I have quite a collection of crime dramas DVDs, but if I had to vote, Waking the Dead would surely be somewhere at the top of the list. So there's the apple:
What I really like about British TV dramas (among other things) is that an episode lasts way more than 40 minutes, and 40 minutes is surely not enough to solve a crime properly. What I really like about DVDs (among other things) is that you can watch the whole episode at one go. It would be torture to wait 24 hours or even a week for the second half. Also, the discs are packed in a convenient manner, and subtitles are available. Waking the Dead has everything, that is necessary for a good drama, and even more forensics that CSI (I AM a fan of CSI Vegas). The plots are really interesting, and what's even better, different from each other. And the characters are not some "crime solving functions", but living and breathing human beings. Would you ever think of Trevor Eve doing things according to the script, when you see Boyd's totally natural and human reactions?

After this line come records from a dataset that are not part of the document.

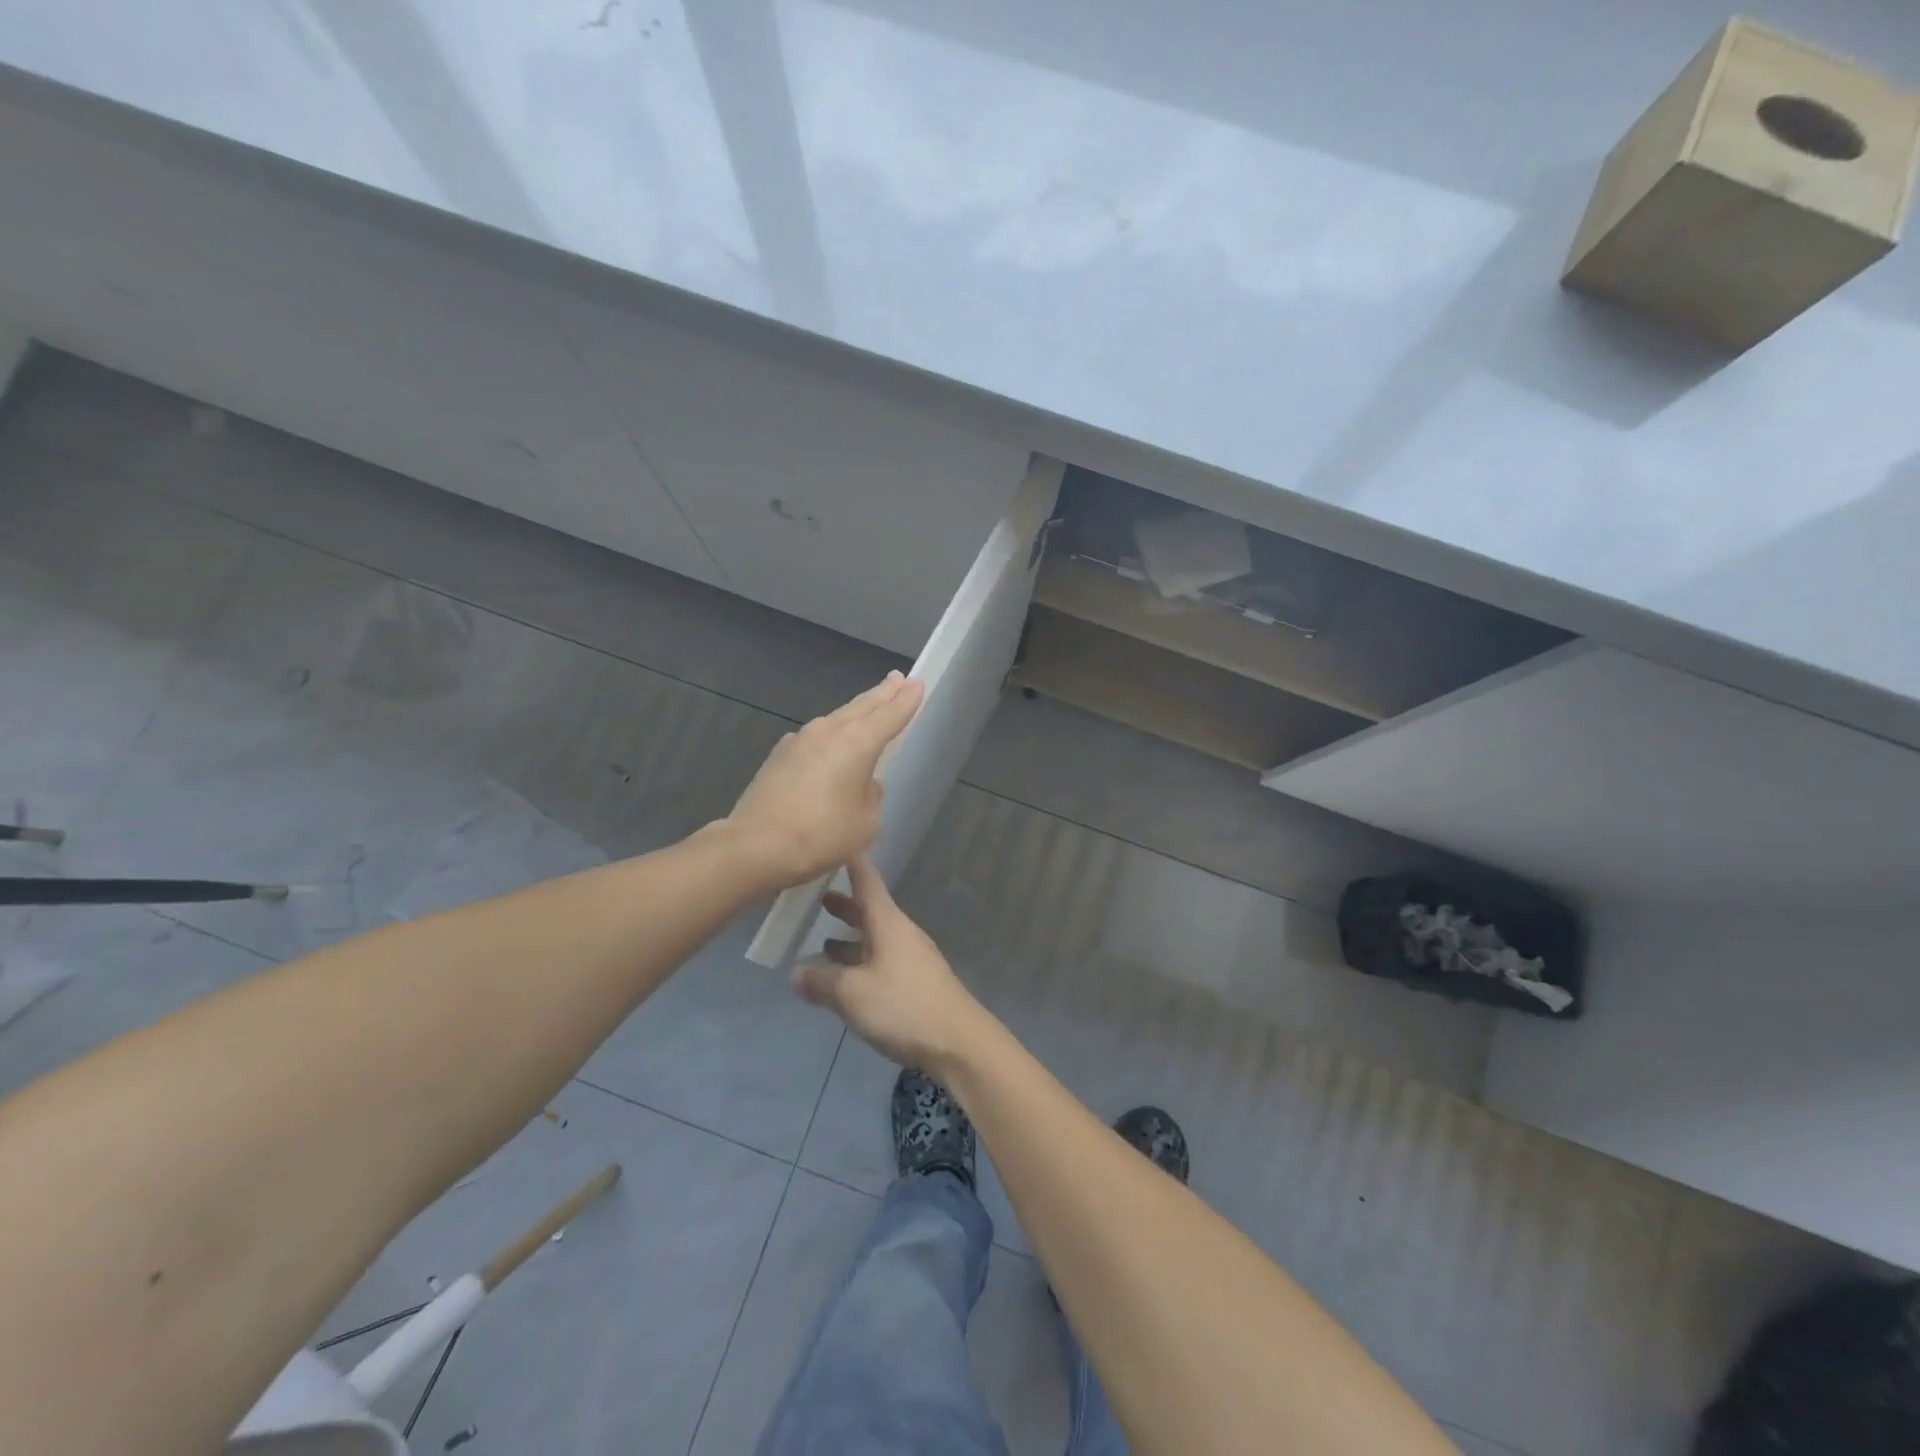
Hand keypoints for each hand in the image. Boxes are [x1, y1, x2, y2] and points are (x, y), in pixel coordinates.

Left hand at [727, 672, 923, 886]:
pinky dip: (829, 742)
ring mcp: (799, 741)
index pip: (890, 715)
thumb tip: (863, 785)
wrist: (756, 846)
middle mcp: (828, 732)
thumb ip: (871, 798)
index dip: (906, 700)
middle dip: (882, 694)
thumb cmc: (822, 835)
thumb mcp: (865, 824)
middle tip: (897, 680)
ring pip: (836, 721)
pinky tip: (830, 750)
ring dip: (855, 715)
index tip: (917, 683)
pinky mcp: (778, 757)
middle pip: (862, 707)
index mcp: (858, 742)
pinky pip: (814, 743)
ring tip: (868, 709)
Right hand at [792, 854, 988, 1071]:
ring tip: (823, 941)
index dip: (850, 861)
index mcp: (888, 922)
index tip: (835, 840)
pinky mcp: (916, 982)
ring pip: (875, 938)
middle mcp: (901, 932)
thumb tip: (795, 973)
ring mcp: (912, 957)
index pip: (866, 880)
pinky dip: (861, 961)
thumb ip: (821, 981)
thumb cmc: (903, 1006)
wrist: (958, 1042)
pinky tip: (847, 980)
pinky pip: (882, 960)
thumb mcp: (852, 994)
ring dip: (850, 937)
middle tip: (816, 896)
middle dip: (844, 904)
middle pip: (869, 910)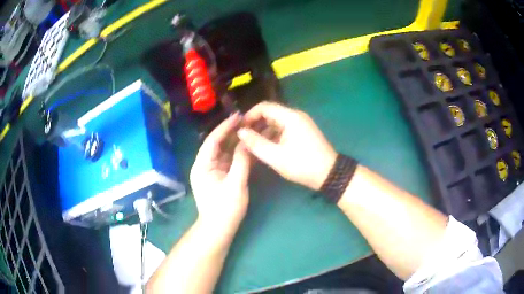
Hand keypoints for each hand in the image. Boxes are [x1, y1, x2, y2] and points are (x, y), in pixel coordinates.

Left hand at [190, 113, 250, 233]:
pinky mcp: (220, 177)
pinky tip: (249, 147)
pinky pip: (229, 161)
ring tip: (250, 131)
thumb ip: (241, 162)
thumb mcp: (235, 184)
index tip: (238, 116)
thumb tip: (246, 142)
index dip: (225, 127)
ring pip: (224, 152)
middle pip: (218, 144)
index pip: (213, 140)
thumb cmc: (225, 209)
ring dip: (236, 142)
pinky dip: (238, 154)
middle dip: (232, 133)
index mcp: (202, 165)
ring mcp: (212, 171)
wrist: (219, 229)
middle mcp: (205, 165)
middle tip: (247, 121)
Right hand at [237, 102, 336, 190]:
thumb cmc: (302, 165)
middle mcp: (296, 116)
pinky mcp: (303, 132)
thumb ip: (256, 143)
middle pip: (270, 113)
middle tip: (244, 137)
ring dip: (264, 130)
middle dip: (256, 123)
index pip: (264, 106)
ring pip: (276, 122)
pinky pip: (284, 129)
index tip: (240, 128)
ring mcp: (301, 123)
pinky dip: (273, 135)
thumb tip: (240, 132)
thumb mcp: (276, 156)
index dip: (249, 115)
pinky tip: (266, 147)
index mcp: (290, 117)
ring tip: (252, 144)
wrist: (329, 174)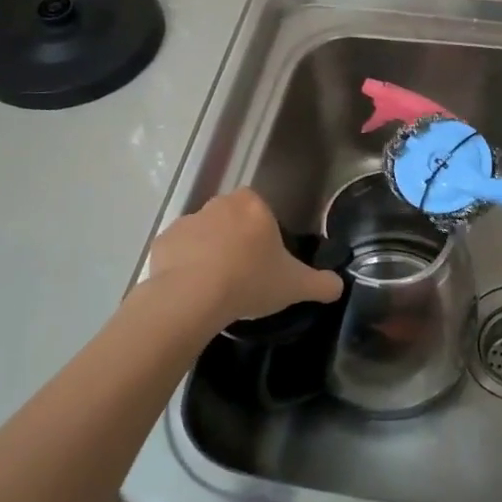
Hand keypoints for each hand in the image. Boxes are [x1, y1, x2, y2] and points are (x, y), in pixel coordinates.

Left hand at [146, 189, 341, 326]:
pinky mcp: (162, 242)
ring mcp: (187, 221)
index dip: (265, 236)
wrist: (192, 297)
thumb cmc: (250, 281)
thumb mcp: (295, 286)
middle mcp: (219, 204)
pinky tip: (193, 291)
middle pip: (232, 219)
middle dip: (237, 241)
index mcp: (253, 206)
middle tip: (244, 275)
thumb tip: (338, 286)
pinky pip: (178, 252)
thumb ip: (321, 284)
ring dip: (209, 253)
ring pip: (204, 235)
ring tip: (217, 288)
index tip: (266, 262)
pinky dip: (184, 266)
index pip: (262, 212)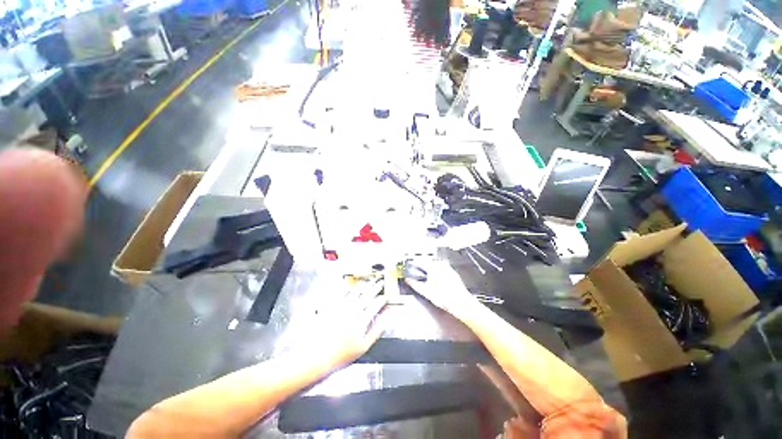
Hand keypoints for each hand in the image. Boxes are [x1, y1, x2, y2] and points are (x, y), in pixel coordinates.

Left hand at [289, 277, 388, 367]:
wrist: (316, 355)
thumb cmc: (340, 354)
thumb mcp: (363, 346)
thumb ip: (377, 331)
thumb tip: (386, 320)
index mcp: (361, 319)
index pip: (375, 305)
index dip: (382, 300)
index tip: (386, 297)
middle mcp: (352, 310)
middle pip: (366, 295)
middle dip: (375, 288)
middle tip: (379, 282)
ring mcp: (341, 307)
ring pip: (355, 292)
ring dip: (363, 286)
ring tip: (367, 283)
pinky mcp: (331, 307)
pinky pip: (341, 293)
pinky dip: (348, 289)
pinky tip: (350, 287)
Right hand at [404, 259, 478, 319]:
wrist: (460, 303)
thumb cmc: (444, 297)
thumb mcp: (425, 291)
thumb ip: (415, 284)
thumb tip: (409, 281)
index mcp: (433, 267)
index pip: (421, 262)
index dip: (415, 264)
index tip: (411, 266)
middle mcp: (441, 266)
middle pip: (429, 263)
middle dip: (423, 267)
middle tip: (419, 272)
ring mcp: (448, 269)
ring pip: (437, 266)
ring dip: (431, 269)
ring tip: (428, 278)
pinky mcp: (454, 274)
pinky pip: (443, 270)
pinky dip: (439, 273)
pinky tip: (439, 281)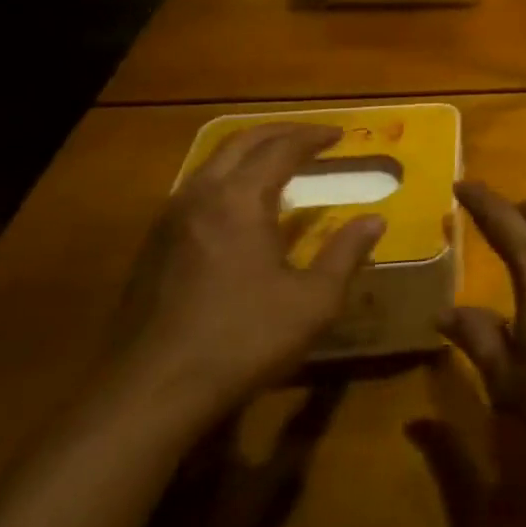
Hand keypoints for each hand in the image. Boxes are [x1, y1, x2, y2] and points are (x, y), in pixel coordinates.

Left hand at [116, 124, 383, 411]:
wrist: (151, 394)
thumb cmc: (242, 340)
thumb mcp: (313, 301)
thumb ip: (346, 254)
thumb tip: (374, 221)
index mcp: (239, 200)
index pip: (281, 149)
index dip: (313, 137)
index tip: (340, 135)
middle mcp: (200, 197)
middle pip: (241, 143)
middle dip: (280, 132)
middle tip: (312, 136)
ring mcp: (169, 221)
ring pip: (212, 163)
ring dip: (249, 152)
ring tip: (279, 161)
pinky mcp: (153, 247)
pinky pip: (196, 189)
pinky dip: (227, 178)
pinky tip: (241, 206)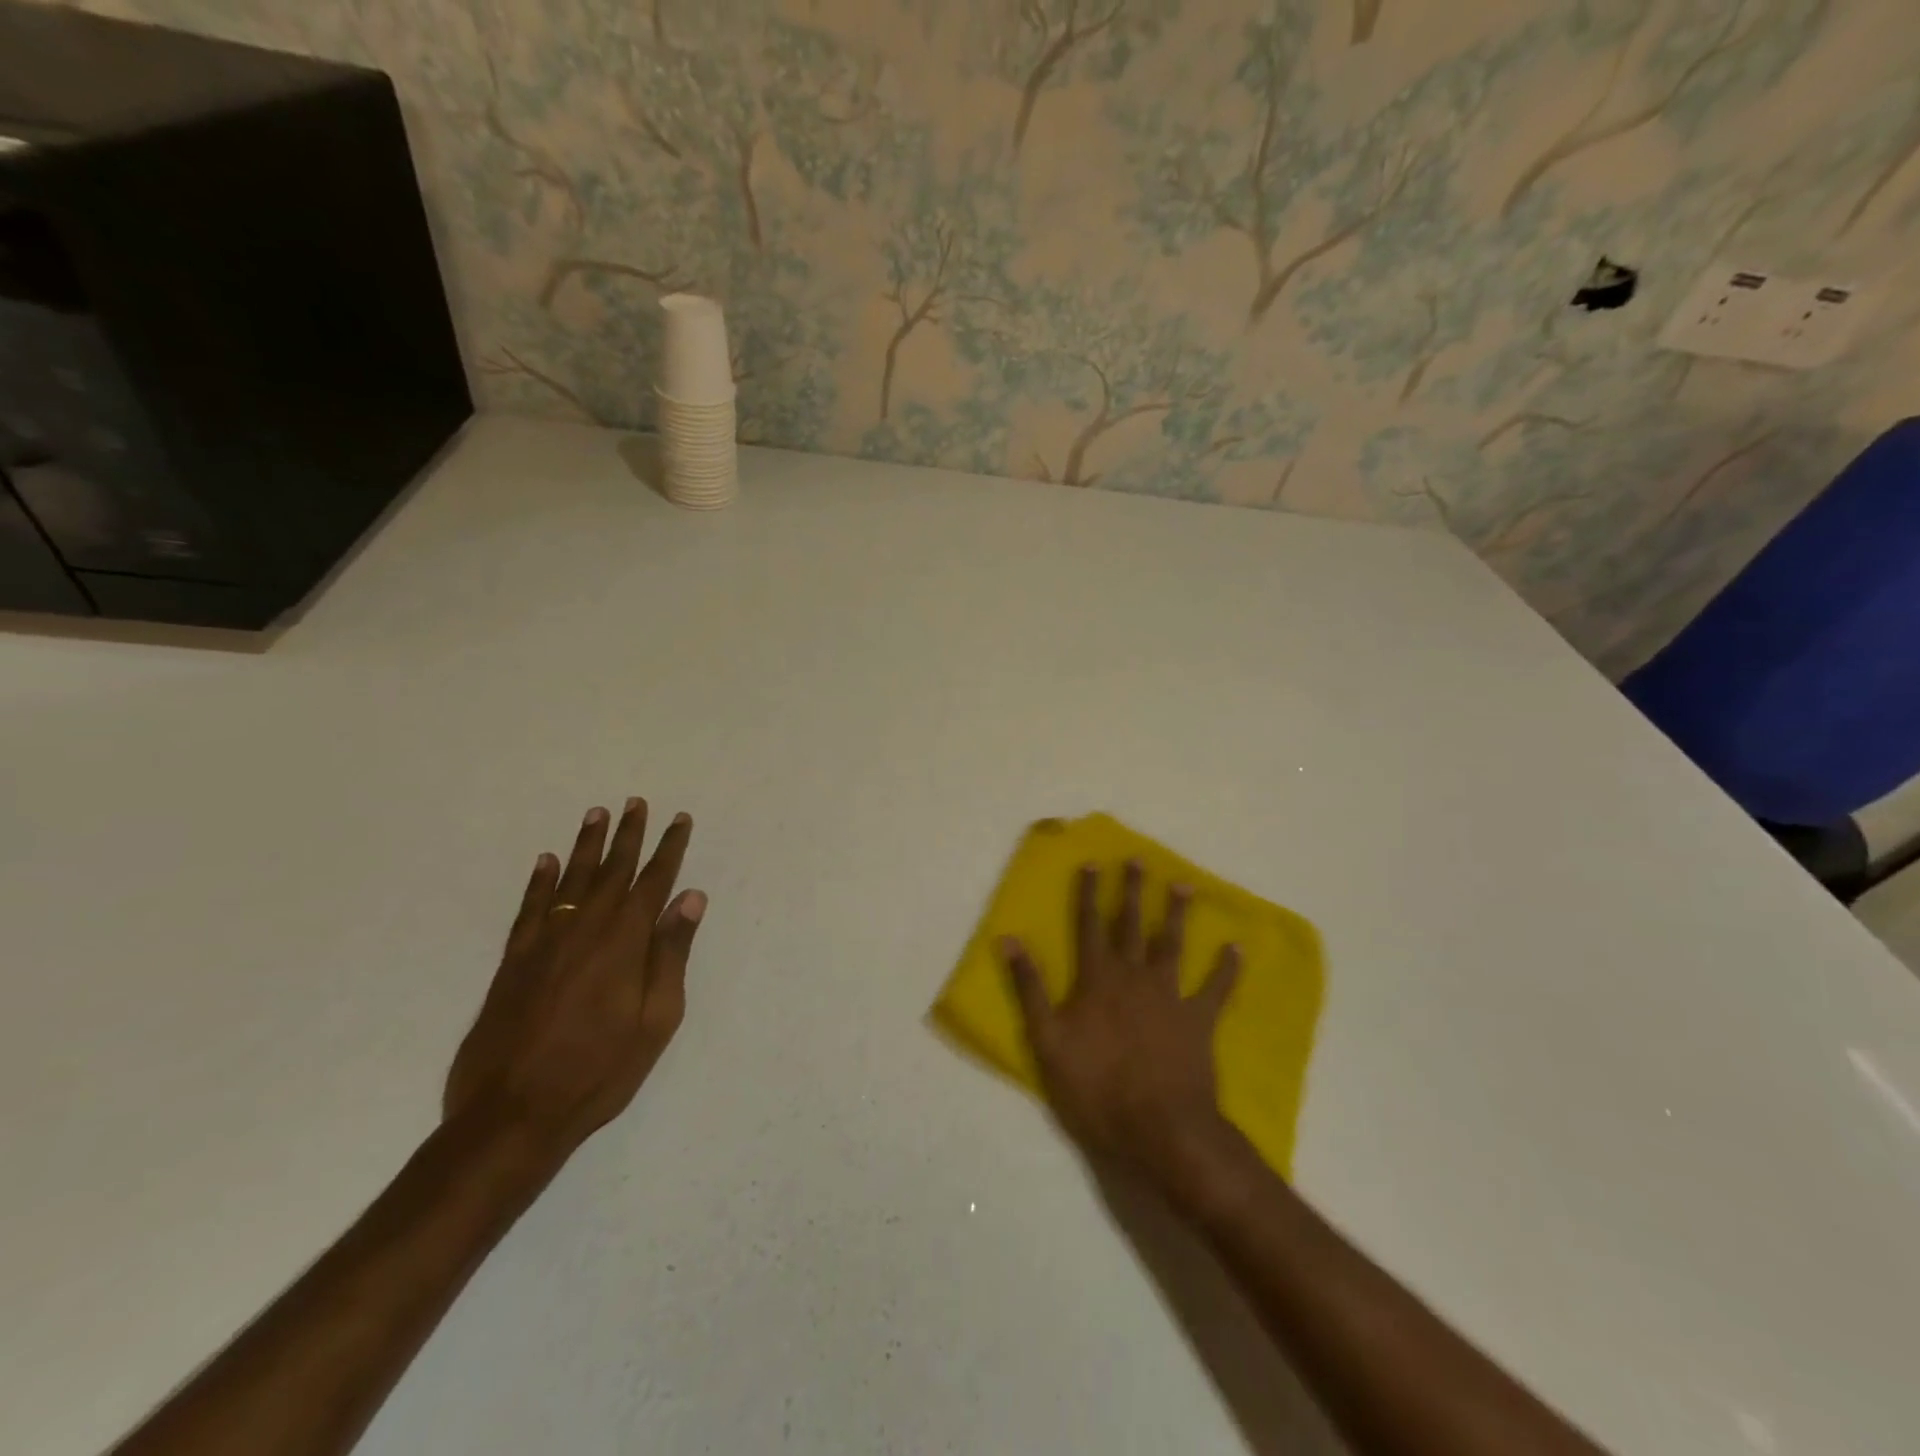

All said is valid for the first five episodes, also for the seasons 1-4. Sadly, there is a worm. The last episode "Cold Fusion". It's like an episode from some different series! OK, I admit, the plot is good, it keeps you like this: this one is the killer, no, that one is the killer, no, I was right at the beginning, no, I admit I was wrong... But then trouble starts. The episode has way too much "action", as if following some American examples, not necessarily the best ones. Worse, there's some stupid blabbering about the issues as serious as morality. And the worst thing is some totally stupid American-style sentimentality. Don't get me wrong, I'm not really against getting emotional, the issue is HOW and WHY you get emotional (and then, some real life tragedies DO NOT look even believable in a film). Just remember the very same Boyd in Anger Management: him, suffering, sitting petrified, silent for... well, long enough for me to think that my DVD player has stopped working. That was really moving, but NOT some stupid tearful and sentimental explanations of some stupid girl (who was far from being stupid just an episode ago), who made some stupid mistake.
That left me baffled a bit, now I'll have to watch again some other episode in order to improve impression, before I start waiting for season 6 on DVD, as I have seen none of it on TV. Let's hope that one failure is just one failure. I dare not take a star away because of this, as most of the other episodes (including seasons 1-4) are worth way more than five.